Und obwohl sich die ID. Buzz-Familie seit 2022 deutlich vergrößert und weiterentwickelt hat, zum Beispiel um einen GTX und LWB: Die volle Kompetenz in allen Einsatzbereichen – etwa dem rauen Arbeitsalltag als Transpoter – trauen die VW-Verantwortlichen dem Stromer heute noch nicht zu.
VW Bulli Nr. 3: Transporter und Caravelle
Also stellt Volkswagen Nutzfahrzeuge dem Elektro-Bus und dem Multivan mit Pkw-Charakter noch echte Nutzfahrzeuge zur Seite. Transpoter und Caravelle wurden komplett neu entwickelt – allerdings in Kooperation mit Ford, um Synergieeffekte zu nutzen und letztlich Geld zu sparen. Die Fahrzeuge laufen künftig in der Türkei vom Band.
VWN verspricht, dass der Transporter dennoch in allen Bereichen verbessert wurde: Die neue Generation bietet ein Plus an Raum, eine bessere Variabilität, eine höhere Zuladung und damit eine größere Wirtschaftlichkeit – Gründe, warum die große Mehrheit künftiger Campingbusse auf dem New Transporter basieren wird. Hier geht’s zum CamperVans-Fahrbericht.

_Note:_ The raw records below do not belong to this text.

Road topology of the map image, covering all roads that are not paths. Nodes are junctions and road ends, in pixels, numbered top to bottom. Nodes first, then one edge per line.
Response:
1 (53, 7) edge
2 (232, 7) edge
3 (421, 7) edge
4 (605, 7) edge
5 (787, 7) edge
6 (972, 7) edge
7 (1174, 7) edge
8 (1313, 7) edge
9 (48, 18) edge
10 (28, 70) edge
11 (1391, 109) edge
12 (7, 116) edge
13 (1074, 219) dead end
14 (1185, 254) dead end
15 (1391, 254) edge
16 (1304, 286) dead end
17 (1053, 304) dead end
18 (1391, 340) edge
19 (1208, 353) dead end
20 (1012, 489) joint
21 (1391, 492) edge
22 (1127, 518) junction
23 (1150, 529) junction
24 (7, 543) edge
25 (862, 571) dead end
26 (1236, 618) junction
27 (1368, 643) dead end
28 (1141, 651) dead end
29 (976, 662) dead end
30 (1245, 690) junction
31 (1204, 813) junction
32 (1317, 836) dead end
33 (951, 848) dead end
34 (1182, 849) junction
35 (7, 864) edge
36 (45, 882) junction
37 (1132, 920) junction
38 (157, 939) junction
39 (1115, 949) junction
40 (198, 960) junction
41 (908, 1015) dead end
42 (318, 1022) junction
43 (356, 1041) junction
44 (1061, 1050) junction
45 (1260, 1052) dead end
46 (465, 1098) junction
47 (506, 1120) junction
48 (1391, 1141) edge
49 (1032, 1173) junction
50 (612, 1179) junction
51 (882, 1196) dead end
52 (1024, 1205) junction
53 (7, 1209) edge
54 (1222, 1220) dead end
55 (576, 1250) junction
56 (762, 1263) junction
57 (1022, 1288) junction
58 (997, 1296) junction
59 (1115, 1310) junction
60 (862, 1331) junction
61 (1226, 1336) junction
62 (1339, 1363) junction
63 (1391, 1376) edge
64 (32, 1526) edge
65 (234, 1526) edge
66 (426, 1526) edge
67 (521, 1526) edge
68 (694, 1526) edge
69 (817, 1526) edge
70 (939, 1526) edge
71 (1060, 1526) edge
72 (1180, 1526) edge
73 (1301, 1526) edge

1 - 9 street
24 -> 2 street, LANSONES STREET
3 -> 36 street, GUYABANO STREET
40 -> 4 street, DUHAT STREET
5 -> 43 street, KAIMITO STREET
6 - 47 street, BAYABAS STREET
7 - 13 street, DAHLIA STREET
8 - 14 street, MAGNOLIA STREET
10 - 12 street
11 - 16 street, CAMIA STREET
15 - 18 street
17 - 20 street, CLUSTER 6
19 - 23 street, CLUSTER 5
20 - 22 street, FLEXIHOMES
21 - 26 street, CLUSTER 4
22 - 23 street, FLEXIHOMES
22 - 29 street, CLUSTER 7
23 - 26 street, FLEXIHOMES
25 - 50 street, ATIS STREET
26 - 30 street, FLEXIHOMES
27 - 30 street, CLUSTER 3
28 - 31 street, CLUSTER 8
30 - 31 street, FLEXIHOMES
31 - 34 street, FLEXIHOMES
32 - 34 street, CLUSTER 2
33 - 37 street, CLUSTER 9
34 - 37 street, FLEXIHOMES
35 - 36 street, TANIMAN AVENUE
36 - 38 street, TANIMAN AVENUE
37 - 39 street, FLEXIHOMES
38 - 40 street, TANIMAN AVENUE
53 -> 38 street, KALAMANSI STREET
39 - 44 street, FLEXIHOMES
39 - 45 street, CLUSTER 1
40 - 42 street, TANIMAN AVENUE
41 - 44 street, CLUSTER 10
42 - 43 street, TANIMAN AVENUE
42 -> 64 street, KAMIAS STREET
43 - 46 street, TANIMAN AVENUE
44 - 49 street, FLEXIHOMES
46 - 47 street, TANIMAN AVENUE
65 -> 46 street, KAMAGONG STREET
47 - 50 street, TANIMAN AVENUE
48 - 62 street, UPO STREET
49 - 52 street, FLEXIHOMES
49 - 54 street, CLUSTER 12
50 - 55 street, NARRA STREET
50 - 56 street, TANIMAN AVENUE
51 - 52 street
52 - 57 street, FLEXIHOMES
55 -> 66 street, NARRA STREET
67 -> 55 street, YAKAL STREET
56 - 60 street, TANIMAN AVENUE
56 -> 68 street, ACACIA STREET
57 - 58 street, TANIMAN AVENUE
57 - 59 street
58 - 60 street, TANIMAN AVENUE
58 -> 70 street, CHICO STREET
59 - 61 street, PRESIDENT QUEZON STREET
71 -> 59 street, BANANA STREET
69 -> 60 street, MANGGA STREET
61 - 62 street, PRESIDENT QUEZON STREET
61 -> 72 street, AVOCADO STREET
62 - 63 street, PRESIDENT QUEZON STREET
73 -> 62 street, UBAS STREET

Zum Jubiläum betont VW, dass Transporter und Caravelle zusammen mit dem Multivan und California sowie ID. Buzz und ID. Buzz Cargo das größte Bulli-Spektrum aller Zeiten abbilden, ohne die Qualitäten des Originals einzubüßen. Die Wandlungsfähigkeit sei größer denn je, der VW Bulli bleibe ein ikonisches Multitool für den Job, die Familie, die Freizeit und das Abenteuer.